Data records
★ ★ ★

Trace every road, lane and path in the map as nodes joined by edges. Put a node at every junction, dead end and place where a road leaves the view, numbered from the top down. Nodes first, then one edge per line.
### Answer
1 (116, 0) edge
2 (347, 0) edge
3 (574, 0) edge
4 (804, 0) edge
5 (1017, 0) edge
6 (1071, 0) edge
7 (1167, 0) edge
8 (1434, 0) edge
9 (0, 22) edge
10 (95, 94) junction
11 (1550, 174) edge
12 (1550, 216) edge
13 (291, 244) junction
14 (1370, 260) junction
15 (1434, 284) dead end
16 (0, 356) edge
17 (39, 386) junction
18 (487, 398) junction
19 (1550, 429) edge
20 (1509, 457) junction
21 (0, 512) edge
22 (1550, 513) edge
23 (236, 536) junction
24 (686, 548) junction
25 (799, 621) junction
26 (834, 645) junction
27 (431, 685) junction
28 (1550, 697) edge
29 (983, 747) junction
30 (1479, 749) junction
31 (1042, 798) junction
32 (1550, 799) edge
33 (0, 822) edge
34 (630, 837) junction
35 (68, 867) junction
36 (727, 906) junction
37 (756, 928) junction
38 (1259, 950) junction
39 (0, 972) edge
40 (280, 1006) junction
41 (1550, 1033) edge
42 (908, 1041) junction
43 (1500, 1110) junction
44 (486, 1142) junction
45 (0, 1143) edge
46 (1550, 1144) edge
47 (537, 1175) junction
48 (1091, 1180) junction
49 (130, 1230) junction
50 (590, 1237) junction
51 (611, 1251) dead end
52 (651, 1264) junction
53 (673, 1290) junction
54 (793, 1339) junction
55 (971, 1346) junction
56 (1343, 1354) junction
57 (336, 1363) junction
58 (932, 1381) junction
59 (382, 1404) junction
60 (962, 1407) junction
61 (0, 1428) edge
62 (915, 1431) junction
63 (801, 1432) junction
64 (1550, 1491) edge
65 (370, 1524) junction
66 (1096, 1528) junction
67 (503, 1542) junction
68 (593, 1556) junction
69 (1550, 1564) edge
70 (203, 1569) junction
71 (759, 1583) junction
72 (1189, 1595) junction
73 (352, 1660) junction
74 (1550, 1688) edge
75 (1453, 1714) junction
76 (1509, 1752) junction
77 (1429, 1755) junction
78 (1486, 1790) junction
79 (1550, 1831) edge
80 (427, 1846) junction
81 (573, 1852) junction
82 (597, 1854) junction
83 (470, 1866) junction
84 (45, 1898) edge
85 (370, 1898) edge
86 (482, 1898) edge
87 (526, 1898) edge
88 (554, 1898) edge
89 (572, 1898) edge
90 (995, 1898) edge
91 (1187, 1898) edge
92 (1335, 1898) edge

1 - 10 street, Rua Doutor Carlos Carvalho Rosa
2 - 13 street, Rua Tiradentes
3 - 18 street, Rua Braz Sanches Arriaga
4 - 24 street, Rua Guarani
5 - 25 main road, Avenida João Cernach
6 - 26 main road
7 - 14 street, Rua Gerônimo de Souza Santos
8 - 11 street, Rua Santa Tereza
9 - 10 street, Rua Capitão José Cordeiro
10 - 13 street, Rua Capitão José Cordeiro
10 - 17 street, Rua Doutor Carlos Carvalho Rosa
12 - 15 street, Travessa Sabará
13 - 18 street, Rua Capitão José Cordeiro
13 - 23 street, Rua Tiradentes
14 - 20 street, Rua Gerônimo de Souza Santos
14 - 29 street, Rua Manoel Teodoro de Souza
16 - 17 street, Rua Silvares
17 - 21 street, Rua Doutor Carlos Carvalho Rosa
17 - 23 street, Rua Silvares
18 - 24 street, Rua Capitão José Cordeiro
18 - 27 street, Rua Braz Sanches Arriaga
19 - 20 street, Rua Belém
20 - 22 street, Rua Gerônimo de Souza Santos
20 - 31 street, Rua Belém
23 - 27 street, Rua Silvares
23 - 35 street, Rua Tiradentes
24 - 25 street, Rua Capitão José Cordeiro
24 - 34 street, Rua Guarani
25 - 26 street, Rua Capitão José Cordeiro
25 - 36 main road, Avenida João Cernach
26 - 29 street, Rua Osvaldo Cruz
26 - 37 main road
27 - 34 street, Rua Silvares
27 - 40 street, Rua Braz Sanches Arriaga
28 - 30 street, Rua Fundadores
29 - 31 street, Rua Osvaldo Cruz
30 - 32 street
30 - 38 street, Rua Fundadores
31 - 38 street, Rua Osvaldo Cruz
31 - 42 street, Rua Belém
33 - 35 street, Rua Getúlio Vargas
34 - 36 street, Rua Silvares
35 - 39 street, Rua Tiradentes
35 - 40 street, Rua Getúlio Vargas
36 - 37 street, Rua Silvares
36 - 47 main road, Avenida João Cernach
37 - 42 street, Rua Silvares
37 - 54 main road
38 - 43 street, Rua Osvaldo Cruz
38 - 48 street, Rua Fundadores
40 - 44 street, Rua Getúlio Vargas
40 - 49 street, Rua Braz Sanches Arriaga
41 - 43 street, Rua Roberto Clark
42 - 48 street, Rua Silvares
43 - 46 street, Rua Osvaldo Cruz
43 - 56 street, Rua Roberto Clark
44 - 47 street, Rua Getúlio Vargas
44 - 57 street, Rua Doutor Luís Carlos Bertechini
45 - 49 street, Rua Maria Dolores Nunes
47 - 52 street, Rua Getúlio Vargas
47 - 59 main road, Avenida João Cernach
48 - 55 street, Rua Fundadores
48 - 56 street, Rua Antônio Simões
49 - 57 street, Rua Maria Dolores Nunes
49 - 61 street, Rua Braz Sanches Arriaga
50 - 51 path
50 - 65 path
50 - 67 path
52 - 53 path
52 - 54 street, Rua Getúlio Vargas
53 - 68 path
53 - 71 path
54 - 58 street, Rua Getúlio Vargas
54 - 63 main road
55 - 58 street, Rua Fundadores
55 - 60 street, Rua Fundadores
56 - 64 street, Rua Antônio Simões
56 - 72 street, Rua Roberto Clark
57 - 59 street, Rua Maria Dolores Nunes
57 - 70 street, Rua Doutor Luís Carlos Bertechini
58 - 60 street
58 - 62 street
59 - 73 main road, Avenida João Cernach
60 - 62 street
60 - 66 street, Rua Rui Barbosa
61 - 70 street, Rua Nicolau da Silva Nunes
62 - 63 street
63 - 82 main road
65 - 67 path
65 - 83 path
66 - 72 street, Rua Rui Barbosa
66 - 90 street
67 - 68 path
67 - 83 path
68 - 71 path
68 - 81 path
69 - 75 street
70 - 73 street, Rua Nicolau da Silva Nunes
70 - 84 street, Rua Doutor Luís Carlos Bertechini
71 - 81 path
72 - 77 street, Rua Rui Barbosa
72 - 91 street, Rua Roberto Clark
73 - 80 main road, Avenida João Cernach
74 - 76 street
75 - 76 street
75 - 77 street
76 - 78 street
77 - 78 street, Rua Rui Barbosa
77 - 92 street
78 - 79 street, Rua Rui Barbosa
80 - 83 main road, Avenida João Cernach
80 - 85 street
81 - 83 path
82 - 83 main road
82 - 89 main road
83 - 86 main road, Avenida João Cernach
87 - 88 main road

★ ★ ★

### [Task]
All of the records must be repeated exactly.

### [Expected answer]
Trace every road, lane and path in the map as nodes joined by edges. Put a node at every junction, dead end and place where a road leaves the view, numbered from the top down. Nodes first, then one edge per line.
### Answer
1 (116, 0) edge
2 (347, 0) edge
3 (574, 0) edge
4 (804, 0) edge
5 (1017, 0) edge
6 (1071, 0) edge
7 (1167, 0) edge
8 (1434, 0) edge
9 (0, 22) edge
10 (95, 94) junction
11 (1550, 174) edge
12 (1550, 216) edge
13 (291, 244) junction
14 (1370, 260) junction
15 (1434, 284) dead end
16 (0, 356) edge
17 (39, 386) junction
18 (487, 398) junction
19 (1550, 429) edge
20 (1509, 457) junction
21 (0, 512) edge
22 (1550, 513) edge
23 (236, 536) junction
24 (686, 548) junction
25 (799, 621) junction
26 (834, 645) junction
27 (431, 685) junction
28 (1550, 697) edge
29 (983, 747) junction
30 (1479, 749) junction
31 (1042, 798) junction
32 (1550, 799) edge
33 (0, 822) edge
34 (630, 837) junction
35 (68, 867) junction
36 (727, 906) junction
37 (756, 928) junction
38 (1259, 950) junction
39 (0, 972) edge
40 (280, 1006) junction
41 (1550, 1033) edge
42 (908, 1041) junction
43 (1500, 1110) junction
44 (486, 1142) junction
45 (0, 1143) edge
46 (1550, 1144) edge
47 (537, 1175) junction
48 (1091, 1180) junction
49 (130, 1230) junction
50 (590, 1237) junction
51 (611, 1251) dead end
52 (651, 1264) junction
53 (673, 1290) junction
54 (793, 1339) junction
55 (971, 1346) junction
56 (1343, 1354) junction
57 (336, 1363) junction
58 (932, 1381) junction
59 (382, 1404) junction
60 (962, 1407) junction
61 (0, 1428) edge
62 (915, 1431) junction
63 (801, 1432) junction
64 (1550, 1491) edge
65 (370, 1524) junction
66 (1096, 1528) junction
67 (503, 1542) junction
68 (593, 1556) junction
69 (1550, 1564) edge
70 (203, 1569) junction
71 (759, 1583) junction
72 (1189, 1595) junction
73 (352, 1660) junction
74 (1550, 1688) edge
75 (1453, 1714) junction
76 (1509, 1752) junction
77 (1429, 1755) junction
78 (1486, 1790) junction
79 (1550, 1831) edge
80 (427, 1846) junction
81 (573, 1852) junction
82 (597, 1854) junction
83 (470, 1866) junction
84 (45, 1898) edge
85 (370, 1898) edge
86 (482, 1898) edge
87 (526, 1898) edge
88 (554, 1898) edge
89 (572, 1898) edge
90 (995, 1898) edge
91 (1187, 1898) edge
92 (1335, 1898) edge

1 - 10 street, Rua Doutor Carlos Carvalho Rosa
2 - 13 street, Rua Tiradentes
3 - 18 street, Rua Braz Sanches Arriaga
4 - 24 street, Rua Guarani
5 - 25 main road, Avenida João Cernach
6 - 26 main road
7 - 14 street, Rua Gerônimo de Souza Santos
8 - 11 street, Rua Santa Tereza
9 - 10 street, Rua Capitão José Cordeiro
10 - 13 street, Rua Capitão José Cordeiro
10 - 17 street, Rua Doutor Carlos Carvalho Rosa
12 - 15 street, Travessa Sabará
13 - 18 street, Rua Capitão José Cordeiro
13 - 23 street, Rua Tiradentes
14 - 20 street, Rua Gerônimo de Souza Santos
14 - 29 street, Rua Manoel Teodoro de Souza
16 - 17 street, Rua Silvares
17 - 21 street, Rua Doutor Carlos Carvalho Rosa
17 - 23 street, Rua Silvares
18 - 24 street, Rua Capitão José Cordeiro
18 - 27 street, Rua Braz Sanches Arriaga
19 - 20 street, Rua Belém
20 - 22 street, Rua Gerônimo de Souza Santos
20 - 31 street, Rua Belém
23 - 27 street, Rua Silvares
23 - 35 street, Rua Tiradentes
24 - 25 street, Rua Capitão José Cordeiro
24 - 34 street, Rua Guarani
25 - 26 street, Rua Capitão José Cordeiro
25 - 36 main road, Avenida João Cernach
26 - 29 street, Rua Osvaldo Cruz
26 - 37 main road
27 - 34 street, Rua Silvares
27 - 40 street, Rua Braz Sanches Arriaga
28 - 30 street, Rua Fundadores
29 - 31 street, Rua Osvaldo Cruz
30 - 32 street
30 - 38 street, Rua Fundadores
31 - 38 street, Rua Osvaldo Cruz
31 - 42 street, Rua Belém
33 - 35 street, Rua Getúlio Vargas
34 - 36 street, Rua Silvares
35 - 39 street, Rua Tiradentes
35 - 40 street, Rua Getúlio Vargas
36 - 37 street, Rua Silvares
36 - 47 main road, Avenida João Cernach
37 - 42 street, Rua Silvares
37 - 54 main road
38 - 43 street, Rua Osvaldo Cruz
38 - 48 street, Rua Fundadores
40 - 44 street, Rua Getúlio Vargas
40 - 49 street, Rua Braz Sanches Arriaga
41 - 43 street, Rua Roberto Clark
42 - 48 street, Rua Silvares
43 - 46 street, Rua Osvaldo Cruz
43 - 56 street, Rua Roberto Clark
44 - 47 street, Rua Getúlio Vargas
44 - 57 street, Rua Doutor Luís Carlos Bertechini
45 - 49 street, Rua Maria Dolores Nunes
47 - 52 street, Rua Getúlio Vargas
47 - 59 main road, Avenida João Cernach
48 - 55 street, Rua Fundadores
48 - 56 street, Rua Antônio Simões
49 - 57 street, Rua Maria Dolores Nunes
49 - 61 street, Rua Braz Sanches Arriaga
50 - 51 path
50 - 65 path
50 - 67 path
52 - 53 path
52 - 54 street, Rua Getúlio Vargas
53 - 68 path
53 - 71 path
54 - 58 street, Rua Getúlio Vargas
54 - 63 main road
55 - 58 street, Rua Fundadores
55 - 60 street, Rua Fundadores
56 - 64 street, Rua Antônio Simões
56 - 72 street, Rua Roberto Clark
57 - 59 street, Rua Maria Dolores Nunes
57 - 70 street, Rua Doutor Luís Carlos Bertechini
58 - 60 street
58 - 62 street
59 - 73 main road, Avenida João Cernach
60 - 62 street
60 - 66 street, Rua Rui Barbosa
61 - 70 street, Rua Nicolau da Silva Nunes
62 - 63 street
63 - 82 main road
65 - 67 path
65 - 83 path
66 - 72 street, Rua Rui Barbosa
66 - 90 street
67 - 68 path
67 - 83 path
68 - 71 path
68 - 81 path
69 - 75 street
70 - 73 street, Rua Nicolau da Silva Nunes
70 - 84 street, Rua Doutor Luís Carlos Bertechini
71 - 81 path
72 - 77 street, Rua Rui Barbosa
72 - 91 street, Rua Roberto Clark
73 - 80 main road, Avenida João Cernach
74 - 76 street
75 - 76 street
75 - 77 street
76 - 78 street
77 - 78 street, Rua Rui Barbosa
77 - 92 street
78 - 79 street, Rua Rui Barbosa
80 - 83 main road, Avenida João Cernach
80 - 85 street
81 - 83 path
82 - 83 main road
82 - 89 main road
83 - 86 main road, Avenida João Cernach
87 - 88 main road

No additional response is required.